避難所支援というとどうしても物資に目が行きがちなのですが、それを届けるための物流や保管場所がどうなっているのかについてもきちんと確認してほしいと思います。
作っておきたいタイムライン
台風や大雨のようなある程度予測できるはずの災害で「逃げ遅れた」ということを割とよく聞きます。
逃げるタイミングを失ってしまったということなのですが、地震のように突然起きるわけではない災害なのに、どうして逃げるタイミングを失ってしまうのか。
答えは簡単で、逃げる判断をする時期をきちんと決めていなかったからです。
逃げるかどうかの判断ができないのですから、逃げられるわけはないし、また逃げるタイミングを失ってしまうのも当然です。
最近よく耳にする「マイタイムライン」ですが、これは災害時の自分の行動計画を作るもので、いざというときにはこれに従って行動すると、少なくとも逃げ遅れることは格段に減ってくると思います。
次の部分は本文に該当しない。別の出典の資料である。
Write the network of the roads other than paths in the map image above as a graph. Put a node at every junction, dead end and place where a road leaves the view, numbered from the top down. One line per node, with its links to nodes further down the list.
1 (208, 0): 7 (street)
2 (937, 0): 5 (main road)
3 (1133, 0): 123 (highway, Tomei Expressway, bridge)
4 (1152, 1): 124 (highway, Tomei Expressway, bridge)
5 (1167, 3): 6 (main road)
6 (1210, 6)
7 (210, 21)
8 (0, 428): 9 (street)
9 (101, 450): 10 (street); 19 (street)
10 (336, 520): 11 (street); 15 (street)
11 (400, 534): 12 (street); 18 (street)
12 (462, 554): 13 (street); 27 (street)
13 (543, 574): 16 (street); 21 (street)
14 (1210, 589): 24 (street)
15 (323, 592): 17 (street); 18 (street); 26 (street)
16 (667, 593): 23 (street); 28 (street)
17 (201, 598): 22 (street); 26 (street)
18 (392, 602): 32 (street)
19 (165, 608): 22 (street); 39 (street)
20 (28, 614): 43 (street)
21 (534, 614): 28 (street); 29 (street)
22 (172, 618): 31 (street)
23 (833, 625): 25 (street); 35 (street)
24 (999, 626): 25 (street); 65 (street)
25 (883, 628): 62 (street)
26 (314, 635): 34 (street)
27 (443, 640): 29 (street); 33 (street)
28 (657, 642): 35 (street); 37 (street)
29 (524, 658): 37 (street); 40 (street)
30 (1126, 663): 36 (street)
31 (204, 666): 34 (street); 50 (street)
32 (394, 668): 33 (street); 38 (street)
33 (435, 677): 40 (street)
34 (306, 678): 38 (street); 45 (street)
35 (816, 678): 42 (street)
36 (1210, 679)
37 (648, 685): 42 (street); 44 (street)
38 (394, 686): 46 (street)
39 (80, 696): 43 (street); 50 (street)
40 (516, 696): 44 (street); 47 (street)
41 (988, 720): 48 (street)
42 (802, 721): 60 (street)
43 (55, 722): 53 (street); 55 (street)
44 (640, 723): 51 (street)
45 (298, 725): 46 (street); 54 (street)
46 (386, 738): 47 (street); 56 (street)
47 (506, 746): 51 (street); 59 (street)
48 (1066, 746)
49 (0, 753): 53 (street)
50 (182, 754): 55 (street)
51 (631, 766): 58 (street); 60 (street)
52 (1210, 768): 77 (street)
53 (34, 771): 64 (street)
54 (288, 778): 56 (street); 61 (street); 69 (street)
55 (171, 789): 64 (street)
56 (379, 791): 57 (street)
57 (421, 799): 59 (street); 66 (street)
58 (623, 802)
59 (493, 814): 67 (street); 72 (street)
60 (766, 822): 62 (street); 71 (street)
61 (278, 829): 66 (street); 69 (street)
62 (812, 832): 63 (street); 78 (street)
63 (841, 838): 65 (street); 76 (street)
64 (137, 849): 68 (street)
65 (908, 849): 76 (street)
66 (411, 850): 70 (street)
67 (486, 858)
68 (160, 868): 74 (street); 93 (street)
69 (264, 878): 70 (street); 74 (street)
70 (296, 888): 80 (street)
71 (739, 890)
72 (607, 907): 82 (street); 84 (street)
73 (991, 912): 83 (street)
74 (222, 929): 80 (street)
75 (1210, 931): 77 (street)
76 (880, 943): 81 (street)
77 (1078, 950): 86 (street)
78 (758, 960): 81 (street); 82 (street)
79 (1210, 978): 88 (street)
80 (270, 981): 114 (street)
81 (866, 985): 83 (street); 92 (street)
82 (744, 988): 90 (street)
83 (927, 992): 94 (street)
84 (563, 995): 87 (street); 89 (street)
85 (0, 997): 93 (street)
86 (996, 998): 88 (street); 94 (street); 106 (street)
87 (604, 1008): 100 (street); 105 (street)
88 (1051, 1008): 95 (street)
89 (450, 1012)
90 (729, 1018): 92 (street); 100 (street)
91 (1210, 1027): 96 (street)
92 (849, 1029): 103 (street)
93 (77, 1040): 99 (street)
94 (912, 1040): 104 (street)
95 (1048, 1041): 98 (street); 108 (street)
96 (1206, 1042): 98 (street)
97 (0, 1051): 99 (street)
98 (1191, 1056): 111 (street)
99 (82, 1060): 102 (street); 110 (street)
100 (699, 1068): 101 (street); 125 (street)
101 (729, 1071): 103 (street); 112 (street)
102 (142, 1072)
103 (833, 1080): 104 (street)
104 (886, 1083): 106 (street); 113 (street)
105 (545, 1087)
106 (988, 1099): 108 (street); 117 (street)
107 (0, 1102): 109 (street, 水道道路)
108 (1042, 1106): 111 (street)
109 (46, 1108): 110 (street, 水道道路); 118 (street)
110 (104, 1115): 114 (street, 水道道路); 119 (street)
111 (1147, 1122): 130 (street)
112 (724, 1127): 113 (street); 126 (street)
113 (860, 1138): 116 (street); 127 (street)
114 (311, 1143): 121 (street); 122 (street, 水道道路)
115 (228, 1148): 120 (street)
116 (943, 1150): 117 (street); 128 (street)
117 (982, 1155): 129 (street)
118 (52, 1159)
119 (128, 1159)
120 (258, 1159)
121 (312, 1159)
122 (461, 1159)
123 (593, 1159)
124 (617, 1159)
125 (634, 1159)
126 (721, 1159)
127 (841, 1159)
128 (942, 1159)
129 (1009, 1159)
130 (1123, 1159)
悩むのは行動計画を作成するときで、本番では作成しておいた行動計画に従って何も考えずに行動するようにします。
そうすることで、その時に判断に迷うという一番時間の無駄な使い方をしなくて済むことになるのです。
実際にマイタイムラインを作ってみると、避難が必要な人、そうでない人でかなり判断することやそのタイミングが異なってきます。
文字どおり「自分の」災害時行動計画を作るのだということが、研修会などで作成してみるとわかると思います。
また、タイムラインに何を書こうかと悩んでしまうことも出てくると思いますので、誰がどんなことを書いているのかを調べてみるのも参考になると思います。
マイタイムラインはあなたの逃げ遅れや準備不足をできる限り無くすために作成するものです。
自分の命を守る、そして生き続けることができるような計画をしっかりと考えてみてくださいね。
古いおうちと家具の固定
古いおうち、特に昭和56年以前に建てられた建物については耐震性が充分でないことから耐震診断と耐震補強は可能な限りやる必要があるものの一つです。
ただ、こういったおうちにお住いの方は、多くはお年寄りだったりしますので、耐震診断や耐震補強はお金がかかったり面倒くさかったりで、あまり作業は進んでいないようです。
では家具の固定を、と考えると、こういったおうちには古くからの家具がたくさんあって、そのうえそれ以外にもさまざまなものがあって、地震対策という視点からみると非常に危険な状態です。
とはいえ、断捨離としてお片付けすると、作業後にはどこに何が入っているのかわからなくなって大騒ぎになりますし、うかつなこともできません。
せめて寝室だけでも家具を撤去したいと思っても、長年慣れている場所と方向を変えることはかなり難しいみたいです。
命を守ることは必須ですが、とはいえ生活環境を守ることも大切なことですので、そのまま家具の固定をするわけですが、やっぱり危険な状態には変わらず、非常に悩ましい状態になります。
そうならないためには、引っ越した時の配置をしっかりと考えておく必要があるのかなと感じています。